What you are asked to do » Write out, unaltered, each line from the top of the records below down to the line where "Which roads connect" appears, that line included.

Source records

┌──

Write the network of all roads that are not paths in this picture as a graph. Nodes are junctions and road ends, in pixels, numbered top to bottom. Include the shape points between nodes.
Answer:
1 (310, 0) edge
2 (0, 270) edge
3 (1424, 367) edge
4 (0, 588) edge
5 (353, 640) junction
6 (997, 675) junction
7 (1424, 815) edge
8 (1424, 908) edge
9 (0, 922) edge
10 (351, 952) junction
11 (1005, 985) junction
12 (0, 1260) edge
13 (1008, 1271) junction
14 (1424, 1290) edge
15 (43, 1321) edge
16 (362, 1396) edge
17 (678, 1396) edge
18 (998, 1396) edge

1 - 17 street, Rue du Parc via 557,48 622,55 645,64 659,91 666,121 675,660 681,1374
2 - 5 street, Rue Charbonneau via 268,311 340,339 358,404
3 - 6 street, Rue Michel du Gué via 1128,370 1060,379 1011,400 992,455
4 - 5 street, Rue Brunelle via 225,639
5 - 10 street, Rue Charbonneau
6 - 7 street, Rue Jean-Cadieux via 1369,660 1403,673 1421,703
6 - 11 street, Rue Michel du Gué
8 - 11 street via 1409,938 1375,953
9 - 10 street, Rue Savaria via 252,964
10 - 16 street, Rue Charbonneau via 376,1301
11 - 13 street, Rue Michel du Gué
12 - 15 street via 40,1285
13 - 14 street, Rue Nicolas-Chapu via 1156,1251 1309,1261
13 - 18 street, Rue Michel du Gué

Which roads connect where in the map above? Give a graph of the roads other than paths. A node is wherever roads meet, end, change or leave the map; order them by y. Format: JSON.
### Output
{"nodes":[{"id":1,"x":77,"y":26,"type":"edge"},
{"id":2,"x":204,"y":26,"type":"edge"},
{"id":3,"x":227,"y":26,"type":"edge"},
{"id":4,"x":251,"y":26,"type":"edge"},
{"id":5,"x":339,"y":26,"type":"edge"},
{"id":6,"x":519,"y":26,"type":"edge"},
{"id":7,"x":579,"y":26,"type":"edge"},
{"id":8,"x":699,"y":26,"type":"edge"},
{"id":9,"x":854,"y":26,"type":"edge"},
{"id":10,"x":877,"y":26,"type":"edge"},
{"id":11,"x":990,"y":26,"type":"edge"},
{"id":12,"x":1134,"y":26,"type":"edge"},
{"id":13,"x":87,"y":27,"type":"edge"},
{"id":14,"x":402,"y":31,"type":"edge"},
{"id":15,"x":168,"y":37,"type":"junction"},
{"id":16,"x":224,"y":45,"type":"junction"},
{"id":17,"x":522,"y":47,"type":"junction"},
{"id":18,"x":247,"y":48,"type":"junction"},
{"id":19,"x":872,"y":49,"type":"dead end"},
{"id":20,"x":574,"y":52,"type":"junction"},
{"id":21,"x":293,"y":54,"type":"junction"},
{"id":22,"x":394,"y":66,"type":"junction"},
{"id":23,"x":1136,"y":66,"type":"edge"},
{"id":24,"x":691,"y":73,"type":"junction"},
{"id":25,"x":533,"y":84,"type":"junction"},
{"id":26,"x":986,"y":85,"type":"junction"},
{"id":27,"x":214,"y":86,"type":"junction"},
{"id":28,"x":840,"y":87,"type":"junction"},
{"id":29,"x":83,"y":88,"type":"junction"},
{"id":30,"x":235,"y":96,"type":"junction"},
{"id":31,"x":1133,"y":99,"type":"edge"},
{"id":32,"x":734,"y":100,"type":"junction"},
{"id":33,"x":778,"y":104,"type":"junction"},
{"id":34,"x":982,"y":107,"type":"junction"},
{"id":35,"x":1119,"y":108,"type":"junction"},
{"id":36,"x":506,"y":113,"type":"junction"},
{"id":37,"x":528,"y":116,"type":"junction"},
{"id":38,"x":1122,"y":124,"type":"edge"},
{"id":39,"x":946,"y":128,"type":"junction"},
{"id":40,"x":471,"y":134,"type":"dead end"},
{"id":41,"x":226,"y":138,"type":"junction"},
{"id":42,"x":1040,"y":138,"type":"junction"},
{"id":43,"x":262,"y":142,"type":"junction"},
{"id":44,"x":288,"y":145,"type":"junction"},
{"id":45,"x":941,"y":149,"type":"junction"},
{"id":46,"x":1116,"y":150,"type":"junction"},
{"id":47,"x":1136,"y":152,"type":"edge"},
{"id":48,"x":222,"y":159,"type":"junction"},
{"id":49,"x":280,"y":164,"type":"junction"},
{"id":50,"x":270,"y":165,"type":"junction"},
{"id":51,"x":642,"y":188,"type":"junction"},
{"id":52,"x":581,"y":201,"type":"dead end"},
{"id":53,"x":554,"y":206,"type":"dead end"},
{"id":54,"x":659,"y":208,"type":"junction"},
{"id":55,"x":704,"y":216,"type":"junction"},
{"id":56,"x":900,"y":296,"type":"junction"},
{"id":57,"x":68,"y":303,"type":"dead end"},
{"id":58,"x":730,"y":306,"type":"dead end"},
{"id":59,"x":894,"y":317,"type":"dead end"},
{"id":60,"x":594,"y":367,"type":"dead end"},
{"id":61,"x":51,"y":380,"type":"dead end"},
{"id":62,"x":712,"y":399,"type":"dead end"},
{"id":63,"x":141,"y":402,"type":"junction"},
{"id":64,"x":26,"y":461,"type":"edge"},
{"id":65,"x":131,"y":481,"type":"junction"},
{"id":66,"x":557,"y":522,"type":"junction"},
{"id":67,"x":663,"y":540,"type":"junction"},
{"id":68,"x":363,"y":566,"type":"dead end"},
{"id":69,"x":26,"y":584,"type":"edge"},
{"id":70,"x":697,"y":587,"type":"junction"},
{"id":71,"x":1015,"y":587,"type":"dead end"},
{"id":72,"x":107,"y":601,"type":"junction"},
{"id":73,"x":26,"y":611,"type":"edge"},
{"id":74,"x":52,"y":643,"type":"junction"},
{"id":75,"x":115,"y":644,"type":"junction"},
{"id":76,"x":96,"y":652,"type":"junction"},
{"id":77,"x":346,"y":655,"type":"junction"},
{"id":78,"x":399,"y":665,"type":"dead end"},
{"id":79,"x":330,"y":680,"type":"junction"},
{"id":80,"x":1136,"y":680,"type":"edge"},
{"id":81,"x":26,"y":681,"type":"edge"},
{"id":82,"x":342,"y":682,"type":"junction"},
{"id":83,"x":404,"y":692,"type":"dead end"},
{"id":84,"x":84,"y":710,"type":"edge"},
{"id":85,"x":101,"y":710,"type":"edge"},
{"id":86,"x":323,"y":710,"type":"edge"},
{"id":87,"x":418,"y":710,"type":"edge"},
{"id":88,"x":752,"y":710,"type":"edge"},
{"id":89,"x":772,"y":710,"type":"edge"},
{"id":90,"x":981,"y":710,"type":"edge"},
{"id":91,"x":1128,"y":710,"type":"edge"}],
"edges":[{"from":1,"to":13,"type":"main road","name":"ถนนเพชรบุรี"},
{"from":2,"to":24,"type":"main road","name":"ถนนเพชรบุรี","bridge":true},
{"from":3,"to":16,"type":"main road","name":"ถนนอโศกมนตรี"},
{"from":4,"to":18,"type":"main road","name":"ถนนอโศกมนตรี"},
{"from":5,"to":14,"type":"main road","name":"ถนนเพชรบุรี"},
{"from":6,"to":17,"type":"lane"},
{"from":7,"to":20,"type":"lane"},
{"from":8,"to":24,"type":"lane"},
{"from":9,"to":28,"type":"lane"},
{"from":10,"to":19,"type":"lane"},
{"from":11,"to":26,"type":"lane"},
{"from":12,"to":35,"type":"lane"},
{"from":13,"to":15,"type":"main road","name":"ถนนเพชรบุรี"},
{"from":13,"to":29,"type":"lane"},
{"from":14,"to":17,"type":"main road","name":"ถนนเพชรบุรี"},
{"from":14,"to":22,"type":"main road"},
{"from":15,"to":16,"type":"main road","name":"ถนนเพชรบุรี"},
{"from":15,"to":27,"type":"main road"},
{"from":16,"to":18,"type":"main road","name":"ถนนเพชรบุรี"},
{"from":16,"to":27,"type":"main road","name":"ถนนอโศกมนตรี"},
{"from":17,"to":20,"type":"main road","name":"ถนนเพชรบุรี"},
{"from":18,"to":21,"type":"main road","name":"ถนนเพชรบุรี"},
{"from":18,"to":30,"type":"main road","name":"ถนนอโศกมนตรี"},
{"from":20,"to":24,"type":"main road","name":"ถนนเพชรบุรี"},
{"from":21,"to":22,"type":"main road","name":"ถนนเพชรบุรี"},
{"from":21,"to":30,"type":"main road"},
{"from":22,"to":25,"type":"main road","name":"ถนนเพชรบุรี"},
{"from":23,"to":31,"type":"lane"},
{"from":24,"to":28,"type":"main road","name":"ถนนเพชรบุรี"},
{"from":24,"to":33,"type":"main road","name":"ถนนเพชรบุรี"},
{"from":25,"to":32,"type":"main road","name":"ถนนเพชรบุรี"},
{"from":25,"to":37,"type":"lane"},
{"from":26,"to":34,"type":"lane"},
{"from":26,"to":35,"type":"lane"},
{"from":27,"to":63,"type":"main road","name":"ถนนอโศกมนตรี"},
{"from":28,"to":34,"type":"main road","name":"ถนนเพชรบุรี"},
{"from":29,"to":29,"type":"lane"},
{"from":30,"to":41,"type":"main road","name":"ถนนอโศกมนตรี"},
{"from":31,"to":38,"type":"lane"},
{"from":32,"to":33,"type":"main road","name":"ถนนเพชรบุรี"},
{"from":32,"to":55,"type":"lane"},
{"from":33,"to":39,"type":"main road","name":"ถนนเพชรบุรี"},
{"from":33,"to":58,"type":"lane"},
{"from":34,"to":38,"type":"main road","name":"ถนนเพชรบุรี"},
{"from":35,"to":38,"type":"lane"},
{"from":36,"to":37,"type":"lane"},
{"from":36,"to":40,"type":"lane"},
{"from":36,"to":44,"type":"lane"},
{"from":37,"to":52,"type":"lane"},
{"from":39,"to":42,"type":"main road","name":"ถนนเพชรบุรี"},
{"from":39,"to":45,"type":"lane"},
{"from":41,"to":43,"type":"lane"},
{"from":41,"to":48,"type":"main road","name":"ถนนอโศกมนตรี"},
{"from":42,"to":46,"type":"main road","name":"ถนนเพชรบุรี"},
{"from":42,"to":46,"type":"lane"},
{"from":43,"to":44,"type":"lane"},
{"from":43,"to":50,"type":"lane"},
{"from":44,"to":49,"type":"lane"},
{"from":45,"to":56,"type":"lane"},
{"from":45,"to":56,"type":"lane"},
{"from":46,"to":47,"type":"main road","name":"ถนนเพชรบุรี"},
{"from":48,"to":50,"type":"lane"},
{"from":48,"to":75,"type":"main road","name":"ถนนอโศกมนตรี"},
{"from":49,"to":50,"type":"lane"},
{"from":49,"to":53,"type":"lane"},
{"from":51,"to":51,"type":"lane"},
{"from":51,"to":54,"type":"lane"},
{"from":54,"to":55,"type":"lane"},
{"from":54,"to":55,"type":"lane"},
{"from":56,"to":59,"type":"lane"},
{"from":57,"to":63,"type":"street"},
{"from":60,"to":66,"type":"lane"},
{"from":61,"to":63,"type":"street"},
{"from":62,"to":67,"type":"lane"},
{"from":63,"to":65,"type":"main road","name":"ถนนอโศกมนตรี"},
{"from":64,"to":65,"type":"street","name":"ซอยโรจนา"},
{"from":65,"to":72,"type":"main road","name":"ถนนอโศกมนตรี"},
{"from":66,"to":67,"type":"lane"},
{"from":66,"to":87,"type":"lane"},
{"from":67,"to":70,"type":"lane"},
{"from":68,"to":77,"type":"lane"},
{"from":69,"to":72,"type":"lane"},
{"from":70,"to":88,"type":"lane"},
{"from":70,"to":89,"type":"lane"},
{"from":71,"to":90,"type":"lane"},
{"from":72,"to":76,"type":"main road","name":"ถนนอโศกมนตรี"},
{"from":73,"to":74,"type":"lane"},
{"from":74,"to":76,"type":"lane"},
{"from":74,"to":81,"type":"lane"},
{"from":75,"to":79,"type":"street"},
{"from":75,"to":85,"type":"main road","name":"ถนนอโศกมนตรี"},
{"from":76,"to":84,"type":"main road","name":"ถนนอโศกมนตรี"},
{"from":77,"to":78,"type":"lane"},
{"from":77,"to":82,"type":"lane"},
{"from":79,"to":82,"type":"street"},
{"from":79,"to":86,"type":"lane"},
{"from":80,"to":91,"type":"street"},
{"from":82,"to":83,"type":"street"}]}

└──

Written answer »
Write the network of all roads that are not paths in this picture as a graph. Nodes are junctions and road ends, in pixels, numbered top to bottom. Include the shape points between nodes.
Answer:
1 (310, 0) edge
2 (0, 270) edge
3 (1424, 367) edge
4 (0, 588) edge
5 (353, 640) junction
6 (997, 675) junction
7 (1424, 815) edge
8 (1424, 908) edge
9 (0, 922) edge
10 (351, 952) junction
11 (1005, 985) junction
12 (0, 1260) edge
13 (1008, 1271) junction
14 (1424, 1290) edge
15 (43, 1321) edge
16 (362, 1396) edge
17 (678, 1396) edge
18 (998, 1396) edge

1 - 17 street, Rue du Parc via 557,48 622,55 645,64 659,91 666,121 675,660 681,1374
2 - 5 street, Rue Charbonneau via 268,311 340,339 358,404
3 - 6 street, Rue Michel du Gué via 1128,370 1060,379 1011,400 992,455
4 - 5 street, Rue Brunelle via 225,639
5 - 10 street, Rue Charbonneau
6 - 7 street, Rue Jean-Cadieux via 1369,660 1403,673 1421,703
6 - 11 street, Rue Michel du Gué
8 - 11 street via 1409,938 1375,953
9 - 10 street, Rue Savaria via 252,964
10 - 16 street, Rue Charbonneau via 376,1301
11 - 13 street, Rue Michel du Gué
12 - 15 street via 40,1285
13 - 14 street, Rue Nicolas-Chapu via 1156,1251 1309,1261
13 - 18 street, Rue Michel du Gué

Which roads connect where in the map above? Give a graph of the roads other than paths. A node is wherever roads meet, end, change or leave the map; order them by y. Format: JSON.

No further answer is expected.